Unfortunately, the action in Secret Invasion peaks with that first scene. Only a countdown to possible disaster in a Russian square at the premiere’s climax (building up to something shocking that may piss some fans off) comes close. Then, other than a brief bout of torture in the second episode, the series is almost all talk.

Now, good action doesn’t necessarily make for a good Marvel series. I wrote a positive review of The Falcon and the Winter Soldier based mostly on the rousing, effects-driven premiere and then watched the show struggle to find itself for three or four episodes. And talk doesn’t need to be bad, even in the MCU. It can be thrilling in its own way, whether a conversation about abandonment between Maria and Fury, or a sit-down, infused with the series’ only dose of racial politics, between Fury and Rhodey. More often than not, though, the conversations in the first two episodes are one person after another either telling Nick Fury that he’s past his peak or, in his absence, discussing how they’re not worried about Nick Fury because he’s past his peak.

The somber plot is both familiar and predictable. Once the Skrulls can be anybody and you’ve played the “Is that the character I recognize or is it a Skrull in disguise?” game four or five times, it’s impossible to build tension around what ought to be provocative ideas of identity. It’s like how I chuckled at half an episode of Netflix’s Is It Cake? and then stopped finding it entertaining. It either is or isn’t cake and they either are or aren’t Skrulls, and that’s just not enough premise upon which to hang burgeoning paranoia, much less an ongoing series. Secret Invasion acknowledges some of the underlying refugee/immigrant metaphors that popped up in the second half of Captain Marvel — but, like nods to the current geopolitical tensions in Russia or a facile opening joke about the blurring line between news and disinformation, usually it isn’t about much of anything. And if it isn’t committed to being about much of anything or to making sure that enough is happening, that’s a bad combination.

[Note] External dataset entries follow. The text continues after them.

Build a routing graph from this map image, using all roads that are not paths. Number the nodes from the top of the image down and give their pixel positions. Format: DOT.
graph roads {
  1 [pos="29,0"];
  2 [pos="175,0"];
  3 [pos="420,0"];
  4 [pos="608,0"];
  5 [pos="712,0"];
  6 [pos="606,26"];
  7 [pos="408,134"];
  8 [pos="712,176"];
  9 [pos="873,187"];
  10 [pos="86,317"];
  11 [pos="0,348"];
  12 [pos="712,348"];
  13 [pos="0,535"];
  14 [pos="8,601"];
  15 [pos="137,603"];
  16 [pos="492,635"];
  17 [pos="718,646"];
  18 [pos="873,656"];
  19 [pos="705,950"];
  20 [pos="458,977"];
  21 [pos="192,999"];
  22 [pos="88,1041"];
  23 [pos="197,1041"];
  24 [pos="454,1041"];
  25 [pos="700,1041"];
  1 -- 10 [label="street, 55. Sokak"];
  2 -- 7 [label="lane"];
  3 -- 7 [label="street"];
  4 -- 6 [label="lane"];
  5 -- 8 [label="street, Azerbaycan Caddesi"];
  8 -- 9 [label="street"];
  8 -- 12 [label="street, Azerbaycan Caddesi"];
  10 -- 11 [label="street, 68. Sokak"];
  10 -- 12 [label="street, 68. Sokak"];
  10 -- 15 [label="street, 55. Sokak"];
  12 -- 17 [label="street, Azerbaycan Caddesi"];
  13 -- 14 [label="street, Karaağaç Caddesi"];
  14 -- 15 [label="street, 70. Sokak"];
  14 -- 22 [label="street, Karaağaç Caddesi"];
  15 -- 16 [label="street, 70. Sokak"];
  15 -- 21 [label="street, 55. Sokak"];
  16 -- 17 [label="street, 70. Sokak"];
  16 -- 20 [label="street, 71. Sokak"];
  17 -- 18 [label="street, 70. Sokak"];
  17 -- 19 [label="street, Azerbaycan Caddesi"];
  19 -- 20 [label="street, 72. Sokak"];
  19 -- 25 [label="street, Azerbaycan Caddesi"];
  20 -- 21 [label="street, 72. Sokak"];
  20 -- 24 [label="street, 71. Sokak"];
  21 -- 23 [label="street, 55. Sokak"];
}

Of course, with the Disney+ Marvel shows, my opinions have often shifted wildly as seasons progressed, whether I found myself liking them less (the aforementioned Falcon and the Winter Soldier) or more (the aforementioned Hawkeye), or more and less (the impressively inconsistent She-Hulk). There are elements here with a lot of potential, starting with the father-daughter relationship between Talos and G’iah, which hasn’t been given enough screen time yet for Clarke to be anything more than glum and conflicted. Ben-Adir gives Gravik a chilly and reptilian streak that’s wholly appropriate for whatever it is that Skrulls are, without yet feeling like a compelling threat. It’s not as if I’m going to stop watching any show that lets Samuel L. Jackson and Olivia Colman circle each other in a conversational dance of diplomatic menace. Eventually Katie Finneran, playing a scientist with no characterization to speak of, may get to sing.